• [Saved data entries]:

* * *

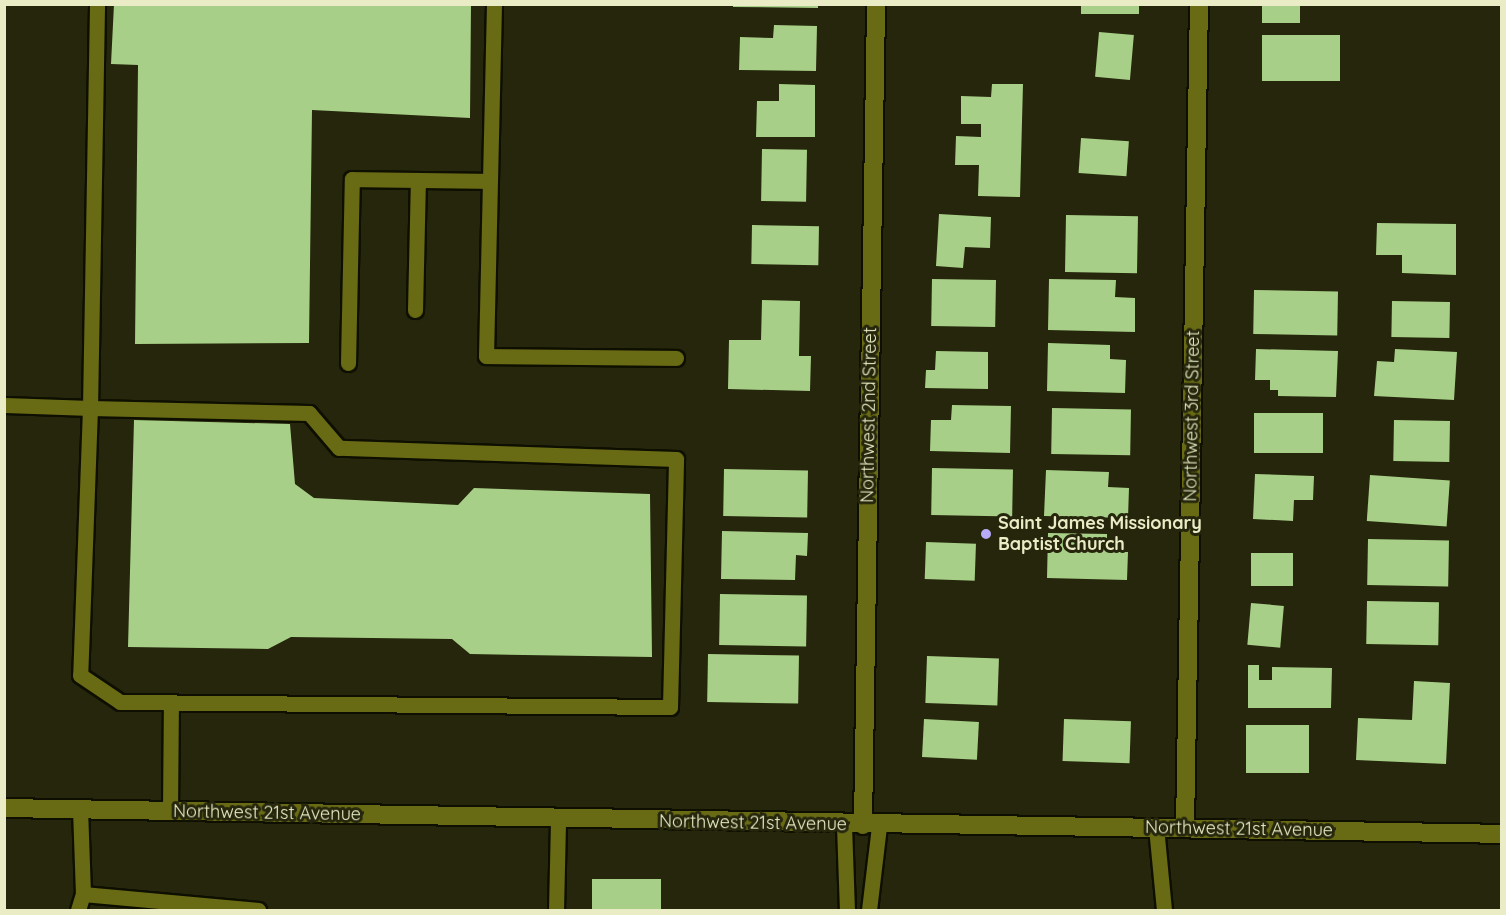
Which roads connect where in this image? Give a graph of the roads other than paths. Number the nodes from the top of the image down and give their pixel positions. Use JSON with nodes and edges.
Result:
{"nodes":[{"id":1,"x":97,"y":4,"type":"edge"},
{"id":2,"x":494,"y":4,"type":"edge"},
{"id":3,"x":876,"y":4,"type":"edge"},
{"id":4,"x":1199,"y":4,"type":"edge"},
{"id":5,"x":418,"y":180,"type":"junction"},
{"id":6,"x":489,"y":181,"type":"junction"},
{"id":7,"x":415,"y":310,"type":"dead end"},
{"id":8,"x":676,"y":358,"type":"dead end"},
{"id":9,"x":348,"y":363,"type":"dead end"},
{"id":10,"x":4,"y":405,"type":"edge"},
{"id":11,"x":90,"y":408,"type":"junction"},
{"id":12,"x":171,"y":703,"type":"junction"},
{"id":13,"x":4,"y":808,"type":"edge"},
{"id":14,"x":80,"y":809,"type":"junction"},
{"id":15,"x":170,"y":811,"type":"junction"},
{"id":16,"x":558,"y":819,"type":"junction"},
{"id":17,"x":862,"y":825,"type":"junction"},
{"id":18,"x":1156,"y":827,"type":"junction"},
{"id":19,"x":1185,"y":828,"type":"junction"},
{"id":20,"x":1502,"y":834,"type":"edge"},
{"id":21,"x":83,"y":894,"type":"junction"},
{"id":22,"x":78,"y":910,"type":"edge"},
{"id":23,"x":258,"y":910,"type":"edge"},
{"id":24,"x":556,"y":910,"type":"edge"},
{"id":25,"x":847,"y":910,"type":"edge"},
{"id":26,"x":869,"y":910,"type":"edge"},
{"id":27,"x":1164,"y":910,"type":"edge"}],
"edges":[{"from":1,"to":11,"type":"lane"},
{"from":2,"to":6,"type":"lane"},
{"from":3,"to":17,"type":"street","name":"Northwest 2nd Street"},
{"from":4,"to":19,"type":"street","name":"Northwest 3rd Street"},
{"from":5,"to":6,"type":"lane"},
{"from":5,"to":7,"type":"lane"},
{"from":5,"to":9,"type":"lane"},
{"from":6,"to":8,"type":"lane"},
{"from":10,"to":11,"type":"lane"},
{"from":11,"to":12,"type":"lane"},
{"from":11,"to":12,"type":"lane"},
{"from":12,"to":15,"type":"lane"},
{"from":13,"to":14,"type":"street","name":"Northwest 21st Avenue"},
{"from":14,"to":15,"type":"street","name":"Northwest 21st Avenue"},
{"from":14,"to":21,"type":"lane"},
{"from":15,"to":16,"type":"street","name":"Northwest 21st Avenue"},
{"from":16,"to":17,"type":"street","name":"Northwest 21st Avenue"},
{"from":16,"to":24,"type":"lane"},
{"from":17,"to":18,"type":"street","name":"Northwest 21st Avenue"},
{"from":17,"to":25,"type":"lane"},
{"from":17,"to":26,"type":"lane"},
{"from":18,"to":19,"type":"street","name":"Northwest 21st Avenue"},
{"from":18,"to":27,"type":"lane"},
{"from":19,"to":20,"type":"street","name":"Northwest 21st Avenue"},
{"from":21,"to":22,"type":"lane"},
{"from":21,"to":23,"type":"lane"}]}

* * *

• [WHAT NEEDS TO BE DONE]: From the records above, pull every line that carries the word "street".

• [SOLUTION FOR THIS PROBLEM]:
{"from":3,"to":17,"type":"street","name":"Northwest 2nd Street"},
{"from":4,"to":19,"type":"street","name":"Northwest 3rd Street"},
{"from":13,"to":14,"type":"street","name":"Northwest 21st Avenue"},
{"from":14,"to":15,"type":"street","name":"Northwest 21st Avenue"},
{"from":15,"to":16,"type":"street","name":"Northwest 21st Avenue"},
{"from":16,"to":17,"type":"street","name":"Northwest 21st Avenue"},
{"from":17,"to":18,"type":"street","name":"Northwest 21st Avenue"},
{"from":18,"to":19,"type":"street","name":"Northwest 21st Avenue"},
{"from":19,"to":20,"type":"street","name":"Northwest 21st Avenue"},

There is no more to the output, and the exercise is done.